◆ Problem to work on: Scan the lines below for the word "Alfonso". Copy each line you find it in.

◆ The data:
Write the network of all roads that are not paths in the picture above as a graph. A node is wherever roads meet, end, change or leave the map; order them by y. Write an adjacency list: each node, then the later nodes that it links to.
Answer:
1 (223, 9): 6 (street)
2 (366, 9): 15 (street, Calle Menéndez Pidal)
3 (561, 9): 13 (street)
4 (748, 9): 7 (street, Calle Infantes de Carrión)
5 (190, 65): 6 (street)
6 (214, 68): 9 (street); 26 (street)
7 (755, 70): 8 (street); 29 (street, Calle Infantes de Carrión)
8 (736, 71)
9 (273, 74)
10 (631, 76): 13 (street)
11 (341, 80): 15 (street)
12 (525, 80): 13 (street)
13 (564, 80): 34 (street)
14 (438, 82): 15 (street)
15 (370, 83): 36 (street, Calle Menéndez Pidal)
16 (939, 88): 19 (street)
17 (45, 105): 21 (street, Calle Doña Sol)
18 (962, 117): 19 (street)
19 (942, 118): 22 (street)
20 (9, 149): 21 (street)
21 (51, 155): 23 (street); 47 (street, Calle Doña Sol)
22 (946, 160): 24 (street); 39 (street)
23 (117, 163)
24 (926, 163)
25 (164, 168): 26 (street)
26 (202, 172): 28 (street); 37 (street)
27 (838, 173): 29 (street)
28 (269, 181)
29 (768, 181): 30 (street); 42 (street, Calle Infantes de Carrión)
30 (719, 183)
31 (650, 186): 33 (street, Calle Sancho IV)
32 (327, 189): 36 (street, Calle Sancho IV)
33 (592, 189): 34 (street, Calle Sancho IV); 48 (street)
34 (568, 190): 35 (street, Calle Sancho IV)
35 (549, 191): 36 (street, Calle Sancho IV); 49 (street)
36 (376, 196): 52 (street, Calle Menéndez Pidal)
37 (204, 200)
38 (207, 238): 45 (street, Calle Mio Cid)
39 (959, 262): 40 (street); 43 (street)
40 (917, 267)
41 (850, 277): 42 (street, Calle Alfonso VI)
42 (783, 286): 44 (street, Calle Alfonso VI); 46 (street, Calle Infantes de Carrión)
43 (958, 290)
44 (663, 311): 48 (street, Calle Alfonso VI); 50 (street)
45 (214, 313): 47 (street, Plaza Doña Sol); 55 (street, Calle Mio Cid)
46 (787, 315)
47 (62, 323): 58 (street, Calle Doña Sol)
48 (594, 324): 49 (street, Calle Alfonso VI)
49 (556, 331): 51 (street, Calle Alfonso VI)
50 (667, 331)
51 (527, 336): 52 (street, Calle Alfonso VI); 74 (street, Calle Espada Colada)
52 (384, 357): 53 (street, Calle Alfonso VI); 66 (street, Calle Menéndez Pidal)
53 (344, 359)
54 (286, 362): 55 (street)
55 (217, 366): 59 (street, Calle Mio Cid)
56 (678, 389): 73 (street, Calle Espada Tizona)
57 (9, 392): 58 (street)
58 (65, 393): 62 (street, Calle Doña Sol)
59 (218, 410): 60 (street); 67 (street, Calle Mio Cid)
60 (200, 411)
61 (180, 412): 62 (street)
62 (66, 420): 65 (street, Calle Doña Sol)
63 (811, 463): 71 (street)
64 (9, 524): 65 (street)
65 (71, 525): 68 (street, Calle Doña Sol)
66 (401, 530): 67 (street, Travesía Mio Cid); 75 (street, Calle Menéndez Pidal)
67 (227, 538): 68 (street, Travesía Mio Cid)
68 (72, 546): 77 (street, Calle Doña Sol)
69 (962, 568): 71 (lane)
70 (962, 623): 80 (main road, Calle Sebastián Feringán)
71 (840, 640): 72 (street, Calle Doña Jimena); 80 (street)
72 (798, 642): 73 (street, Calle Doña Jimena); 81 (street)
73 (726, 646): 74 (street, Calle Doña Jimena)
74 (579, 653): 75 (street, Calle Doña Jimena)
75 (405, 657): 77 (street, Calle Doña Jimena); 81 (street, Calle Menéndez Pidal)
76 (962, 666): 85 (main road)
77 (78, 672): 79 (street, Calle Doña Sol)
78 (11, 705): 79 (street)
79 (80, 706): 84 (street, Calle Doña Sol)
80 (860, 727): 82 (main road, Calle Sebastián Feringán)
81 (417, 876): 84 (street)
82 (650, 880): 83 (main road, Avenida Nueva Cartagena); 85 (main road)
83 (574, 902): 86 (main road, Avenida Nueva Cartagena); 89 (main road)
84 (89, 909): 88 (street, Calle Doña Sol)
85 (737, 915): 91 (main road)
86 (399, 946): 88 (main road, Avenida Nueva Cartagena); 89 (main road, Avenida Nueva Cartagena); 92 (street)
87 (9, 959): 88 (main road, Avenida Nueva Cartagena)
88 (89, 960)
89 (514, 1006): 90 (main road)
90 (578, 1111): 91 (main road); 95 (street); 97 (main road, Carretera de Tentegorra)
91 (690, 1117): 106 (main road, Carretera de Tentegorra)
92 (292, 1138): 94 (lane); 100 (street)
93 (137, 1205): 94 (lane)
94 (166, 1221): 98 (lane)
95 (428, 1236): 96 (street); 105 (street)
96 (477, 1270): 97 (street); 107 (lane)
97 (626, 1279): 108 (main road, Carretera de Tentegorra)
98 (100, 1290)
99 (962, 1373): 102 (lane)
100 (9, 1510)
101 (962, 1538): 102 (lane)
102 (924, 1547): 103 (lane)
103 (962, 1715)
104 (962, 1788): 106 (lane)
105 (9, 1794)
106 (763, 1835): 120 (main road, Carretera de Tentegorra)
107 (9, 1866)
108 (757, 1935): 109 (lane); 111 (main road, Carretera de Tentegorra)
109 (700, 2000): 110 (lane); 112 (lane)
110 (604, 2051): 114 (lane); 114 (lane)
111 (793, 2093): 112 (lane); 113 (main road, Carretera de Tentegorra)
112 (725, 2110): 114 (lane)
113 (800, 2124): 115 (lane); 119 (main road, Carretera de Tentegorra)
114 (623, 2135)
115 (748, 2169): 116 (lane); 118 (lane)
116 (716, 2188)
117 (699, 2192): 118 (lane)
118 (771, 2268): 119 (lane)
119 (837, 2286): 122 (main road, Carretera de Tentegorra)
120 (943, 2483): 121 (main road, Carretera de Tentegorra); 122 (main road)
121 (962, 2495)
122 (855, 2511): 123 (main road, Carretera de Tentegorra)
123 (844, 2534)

◆ Final answer:
41 (850, 277): 42 (street, Calle Alfonso VI)
42 (783, 286): 44 (street, Calle Alfonso VI); 46 (street, Calle Infantes de Carrión)
44 (663, 311): 48 (street, Calle Alfonso VI); 50 (street)
48 (594, 324): 49 (street, Calle Alfonso VI)
49 (556, 331): 51 (street, Calle Alfonso VI)
51 (527, 336): 52 (street, Calle Alfonso VI); 74 (street, Calle Espada Colada)
52 (384, 357): 53 (street, Calle Alfonso VI); 66 (street, Calle Menéndez Pidal)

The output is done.